# [Task requirements]
A word-for-word restatement of the data is what is needed.

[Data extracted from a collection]
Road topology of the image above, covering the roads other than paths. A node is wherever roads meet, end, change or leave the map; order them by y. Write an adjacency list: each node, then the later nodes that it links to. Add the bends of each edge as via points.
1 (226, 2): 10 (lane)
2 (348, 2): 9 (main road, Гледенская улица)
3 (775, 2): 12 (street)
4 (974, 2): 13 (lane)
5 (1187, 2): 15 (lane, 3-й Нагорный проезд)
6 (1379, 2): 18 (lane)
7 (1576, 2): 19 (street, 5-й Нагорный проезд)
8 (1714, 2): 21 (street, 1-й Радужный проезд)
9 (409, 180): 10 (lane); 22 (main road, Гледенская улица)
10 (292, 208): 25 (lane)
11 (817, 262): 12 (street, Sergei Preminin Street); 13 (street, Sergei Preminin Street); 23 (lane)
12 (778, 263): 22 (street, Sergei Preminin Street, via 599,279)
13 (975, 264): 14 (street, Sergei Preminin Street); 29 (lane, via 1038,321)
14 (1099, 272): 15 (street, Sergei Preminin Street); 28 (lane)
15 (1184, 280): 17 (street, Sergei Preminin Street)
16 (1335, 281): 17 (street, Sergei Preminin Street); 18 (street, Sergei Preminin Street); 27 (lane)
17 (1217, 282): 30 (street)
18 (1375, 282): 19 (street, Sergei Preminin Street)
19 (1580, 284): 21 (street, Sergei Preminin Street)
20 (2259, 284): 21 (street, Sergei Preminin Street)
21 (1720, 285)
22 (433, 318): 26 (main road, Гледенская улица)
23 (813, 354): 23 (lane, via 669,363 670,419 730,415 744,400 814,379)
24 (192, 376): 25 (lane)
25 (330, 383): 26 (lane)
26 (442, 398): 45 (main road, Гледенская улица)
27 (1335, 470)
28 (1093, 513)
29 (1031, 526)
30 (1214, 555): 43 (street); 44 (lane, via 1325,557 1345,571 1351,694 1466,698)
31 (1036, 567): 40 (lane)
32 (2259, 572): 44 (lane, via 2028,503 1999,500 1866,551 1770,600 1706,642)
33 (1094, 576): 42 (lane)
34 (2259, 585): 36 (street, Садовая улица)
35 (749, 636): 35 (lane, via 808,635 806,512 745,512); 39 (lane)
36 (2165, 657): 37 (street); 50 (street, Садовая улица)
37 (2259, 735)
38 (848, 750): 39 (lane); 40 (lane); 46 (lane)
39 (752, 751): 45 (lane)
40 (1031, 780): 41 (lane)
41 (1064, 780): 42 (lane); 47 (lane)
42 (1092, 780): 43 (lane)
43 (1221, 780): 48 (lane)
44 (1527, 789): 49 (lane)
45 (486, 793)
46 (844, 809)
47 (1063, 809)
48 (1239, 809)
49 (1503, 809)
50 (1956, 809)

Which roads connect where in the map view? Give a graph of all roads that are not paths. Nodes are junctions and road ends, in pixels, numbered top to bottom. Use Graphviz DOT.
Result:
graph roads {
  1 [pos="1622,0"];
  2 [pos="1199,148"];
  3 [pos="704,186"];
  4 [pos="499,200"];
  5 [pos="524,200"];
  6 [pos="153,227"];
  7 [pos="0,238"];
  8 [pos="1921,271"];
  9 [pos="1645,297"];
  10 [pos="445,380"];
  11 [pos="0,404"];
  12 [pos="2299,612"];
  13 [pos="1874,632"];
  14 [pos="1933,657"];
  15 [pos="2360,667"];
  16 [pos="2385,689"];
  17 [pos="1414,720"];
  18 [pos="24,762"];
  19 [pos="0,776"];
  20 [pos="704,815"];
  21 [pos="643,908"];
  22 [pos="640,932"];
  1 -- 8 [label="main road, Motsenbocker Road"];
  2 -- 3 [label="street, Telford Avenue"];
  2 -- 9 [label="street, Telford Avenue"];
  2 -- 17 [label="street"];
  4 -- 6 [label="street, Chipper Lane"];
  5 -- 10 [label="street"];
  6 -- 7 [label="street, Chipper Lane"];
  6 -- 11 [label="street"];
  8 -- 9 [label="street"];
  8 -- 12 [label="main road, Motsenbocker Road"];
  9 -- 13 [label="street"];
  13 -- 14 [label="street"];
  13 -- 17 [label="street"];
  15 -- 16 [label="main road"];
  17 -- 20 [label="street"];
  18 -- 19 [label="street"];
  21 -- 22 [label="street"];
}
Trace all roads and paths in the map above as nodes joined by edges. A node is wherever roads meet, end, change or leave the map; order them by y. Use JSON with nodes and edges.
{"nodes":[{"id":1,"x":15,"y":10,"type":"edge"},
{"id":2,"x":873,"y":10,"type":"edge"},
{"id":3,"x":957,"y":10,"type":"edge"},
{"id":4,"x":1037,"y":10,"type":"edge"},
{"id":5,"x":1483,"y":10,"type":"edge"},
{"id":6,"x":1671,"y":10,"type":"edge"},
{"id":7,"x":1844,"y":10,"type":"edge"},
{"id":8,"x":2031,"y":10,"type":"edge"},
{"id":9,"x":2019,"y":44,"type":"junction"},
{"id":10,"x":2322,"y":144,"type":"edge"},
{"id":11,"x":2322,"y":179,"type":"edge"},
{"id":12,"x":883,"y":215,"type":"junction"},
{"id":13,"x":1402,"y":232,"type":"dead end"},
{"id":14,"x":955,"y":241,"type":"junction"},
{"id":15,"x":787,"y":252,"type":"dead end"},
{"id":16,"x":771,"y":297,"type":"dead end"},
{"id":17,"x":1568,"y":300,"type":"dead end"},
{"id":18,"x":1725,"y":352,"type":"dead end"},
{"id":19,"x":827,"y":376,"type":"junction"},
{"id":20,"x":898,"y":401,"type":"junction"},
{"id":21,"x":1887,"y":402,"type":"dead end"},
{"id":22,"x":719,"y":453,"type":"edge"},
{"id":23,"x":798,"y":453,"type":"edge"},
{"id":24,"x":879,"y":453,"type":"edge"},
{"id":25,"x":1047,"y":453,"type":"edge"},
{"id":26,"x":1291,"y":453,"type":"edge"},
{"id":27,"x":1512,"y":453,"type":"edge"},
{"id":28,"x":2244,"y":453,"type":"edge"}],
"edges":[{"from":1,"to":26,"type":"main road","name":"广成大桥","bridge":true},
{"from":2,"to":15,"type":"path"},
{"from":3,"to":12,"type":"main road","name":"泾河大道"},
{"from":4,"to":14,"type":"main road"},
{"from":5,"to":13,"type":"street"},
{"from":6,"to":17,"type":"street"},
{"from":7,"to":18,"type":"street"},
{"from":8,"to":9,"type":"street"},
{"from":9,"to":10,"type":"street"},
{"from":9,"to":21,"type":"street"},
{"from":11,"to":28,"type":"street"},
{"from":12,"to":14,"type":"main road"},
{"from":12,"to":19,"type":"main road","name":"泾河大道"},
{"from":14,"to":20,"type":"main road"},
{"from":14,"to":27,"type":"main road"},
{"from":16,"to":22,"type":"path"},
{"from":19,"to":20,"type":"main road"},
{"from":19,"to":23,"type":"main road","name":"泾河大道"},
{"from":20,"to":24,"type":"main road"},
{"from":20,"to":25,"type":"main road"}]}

# [Problem solution]
Road topology of the image above, covering the roads other than paths. A node is wherever roads meet, end, change or leave the map; order them by y. Write an adjacency list: each node, then the later nodes that it links to. Add the bends of each edge as via points.
1 (226, 2): 10 (lane)
2 (348, 2): 9 (main road, Гледенская улица)
3 (775, 2): 12 (street)
4 (974, 2): 13 (lane)
5 (1187, 2): 15 (lane, 3-й Нагорный проезд)
6 (1379, 2): 18 (lane)
7 (1576, 2): 19 (street, 5-й Нагорный проезд)
8 (1714, 2): 21 (street, 1-й Радужный проезд)
9 (409, 180): 10 (lane); 22 (main road, Гледенская улица)
10 (292, 208): 25 (lane)
11 (817, 262): 12 (street, Sergei Preminin Street); 13 (street, Sergei Preminin Street); 23 (lane)
12 (778, 263): 22 (street, Sergei Preminin Street, via 599,279)
13 (975, 264): 14 (street, Sergei Preminin Street); 29 (lane, via 1038,321)
14 (1099, 272): 15 (street, Sergei Preminin Street); 28 (lane)
15 (1184, 280): 17 (street, Sergei Preminin Street)
16 (1335, 281): 17 (street, Sergei Preminin Street); 18 (street, Sergei Preminin Street); 27 (lane)
17 (1217, 282): 30 (street)
18 (1375, 282): 19 (street, Sergei Preminin Street)
19 (1580, 284): 21 (street, Sergei Preminin Street)
20 (2259, 284): 21 (street, Sergei Preminin Street)
21 (1720, 285)
22 (433, 318): 26 (main road, Гледенская улица)
23 (813, 354): 23 (lane, via 669,363 670,419 730,415 744,400 814,379)
24 (192, 376): 25 (lane)
25 (330, 383): 26 (lane)
26 (442, 398): 45 (main road, Гледенская улица)
27 (1335, 470)
28 (1093, 513)
29 (1031, 526)
30 (1214, 555): 43 (street); 44 (lane, via 1325,557 1345,571 1351,694 1466,698)
31 (1036, 567): 40 (lane)
32 (2259, 572): 44 (lane, via 2028,503 1999,500 1866,551 1770,600 1706,642)
33 (1094, 576): 42 (lane)
34 (2259, 585): 36 (street, Садовая улица)
35 (749, 636): 35 (lane, via 808,635 806,512 745,512); 39 (lane)
36 (2165, 657): 37 (street); 50 (street, Садовая улица)
37 (2259, 735)
38 (848, 750): 39 (lane); 40 (lane); 46 (lane)
39 (752, 751): 45 (lane)
40 (1031, 780): 41 (lane)
41 (1064, 780): 42 (lane); 47 (lane)
42 (1092, 780): 43 (lane)
43 (1221, 780): 48 (lane)
44 (1527, 789): 49 (lane)
45 (486, 793)
46 (844, 809)
47 (1063, 809)
48 (1239, 809)
49 (1503, 809)
50 (1956, 809)

Which roads connect where in the map view? Give a graph of all roads that are not paths. Nodes are junctions and road ends, in pixels, numbered top to bottom. Use Graphviz DOT.
Result:
graph roads {
  1 [pos="1622,0"];
  2 [pos="1199,148"];
  3 [pos="704,186"];
  4 [pos="499,200"];
  5 [pos="524,200"];
  6 [pos="153,227"];
  7 [pos="0,238"];
  8 [pos="1921,271"];
  9 [pos="1645,297"];
  10 [pos="445,380"];
  11 [pos="0,404"];
  12 [pos="2299,612"];
  13 [pos="1874,632"];
  14 [pos="1933,657"];
  15 [pos="2360,667"];
  16 [pos="2385,689"];
  17 [pos="1414,720"];
  18 [pos="24,762"];
  19 [pos="0,776"];
  20 [pos="704,815"];
  21 [pos="643,908"];
  22 [pos="640,932"];
  1 -- 8 [label="main road, Motsenbocker Road"];
  2 -- 3 [label="street, Telford Avenue"];
  2 -- 9 [label="street, Telford Avenue"];
  2 -- 17 [label="street"];
  4 -- 6 [label="street, Chipper Lane"];
  5 -- 10 [label="street"];
  6 -- 7 [label="street, Chipper Lane"];
  6 -- 11 [label="street"];
  8 -- 9 [label="street"];
  8 -- 12 [label="main road, Motsenbocker Road"];
  9 -- 13 [label="street"];
  13 -- 14 [label="street"];
  13 -- 17 [label="street"];
  15 -- 16 [label="main road"];
  17 -- 20 [label="street"];
  18 -- 19 [label="street"];
  21 -- 22 [label="street"];
}
Trace all roads and paths in the map above as nodes joined by edges. A node is wherever roads meet, end, change or leave the map; order them by y. Use JSON with nodes and edges.
{"nodes":[{"id":1,"x":15,"y":10,"type":"edge"},
{"id":2,"x":873,"y":10,"type":"edge"},
{"id":3,"x":957,"y":10,"type":"edge"},
{"id":4,"x":1037,"y":10,"type":"edge"},
{"id":5,"x":1483,"y":10,"type":"edge"},
{"id":6,"x":1671,"y":10,"type":"edge"},
{"id":7,"x":1844,"y":10,"type":"edge"},
{"id":8,"x":2031,"y":10,"type":"edge"},
{"id":9,"x":2019,"y":44,"type":"junction"},
{"id":10,"x":2322,"y":144,"type":"edge"},
{"id":11,"x":2322,"y":179,"type":"edge"},
{"id":12,"x":883,"y":215,"type":"junction"},
{"id":13,"x":1402,"y":232,"type":"dead end"},
{"id":14,"x":955,"y":241,"type":"junction"},
{"id":15,"x":787,"y":252,"type":"dead end"},
{"id":16,"x":771,"y":297,"type":"dead end"},
{"id":17,"x":1568,"y":300,"type":"dead end"},
{"id":18,"x":1725,"y":352,"type":"dead end"},
{"id":19,"x":827,"y":376,"type":"junction"},
{"id":20,"x":898,"y":401,"type":"junction"},
{"id":21,"x":1887,"y":402,"type":"dead end"},
{"id":22,"x":719,"y":453,"type":"edge"},
{"id":23,"x":798,"y":453,"type":"edge"},
{"id":24,"x":879,"y":453,"type":"edge"},
{"id":25,"x":1047,"y":453,"type":"edge"},
{"id":26,"x":1291,"y":453,"type":"edge"},
{"id":27,"x":1512,"y":453,"type":"edge"},
{"id":28,"x":2244,"y":453,"type":"edge"}],
"edges":[{"from":1,"to":26,"type":"main road","name":"广成大桥","bridge":true},
{"from":2,"to":15,"type":"path"},
{"from":3,"to":12,"type":"main road","name":"泾河大道"},
{"from":4,"to":14,"type":"main road"},
{"from":5,"to":13,"type":"street"},
{"from":6,"to":17,"type":"street"},
{"from":7,"to":18,"type":"street"},
{"from":8,"to":9,"type":"street"},
{"from":9,"to":10,"type":"street"},
{"from":9,"to":21,"type":"street"},
{"from":11,"to":28,"type":"street"},
{"from":12,"to":14,"type":"main road"},
{"from":12,"to":19,"type":"main road","name":"泾河大道"},
{"from":14,"to":20,"type":"main road"},
{"from":14,"to":27,"type":"main road"},
{"from":16,"to":22,"type":"path"},
{"from":19,"to":20,"type":"main road"},
{"from":19,"to":23,"type":"main road","name":"泾河大道"},
{"from":20,"to":24,"type":"main road"},
{"from":20,"to":25,"type":"main road"}]}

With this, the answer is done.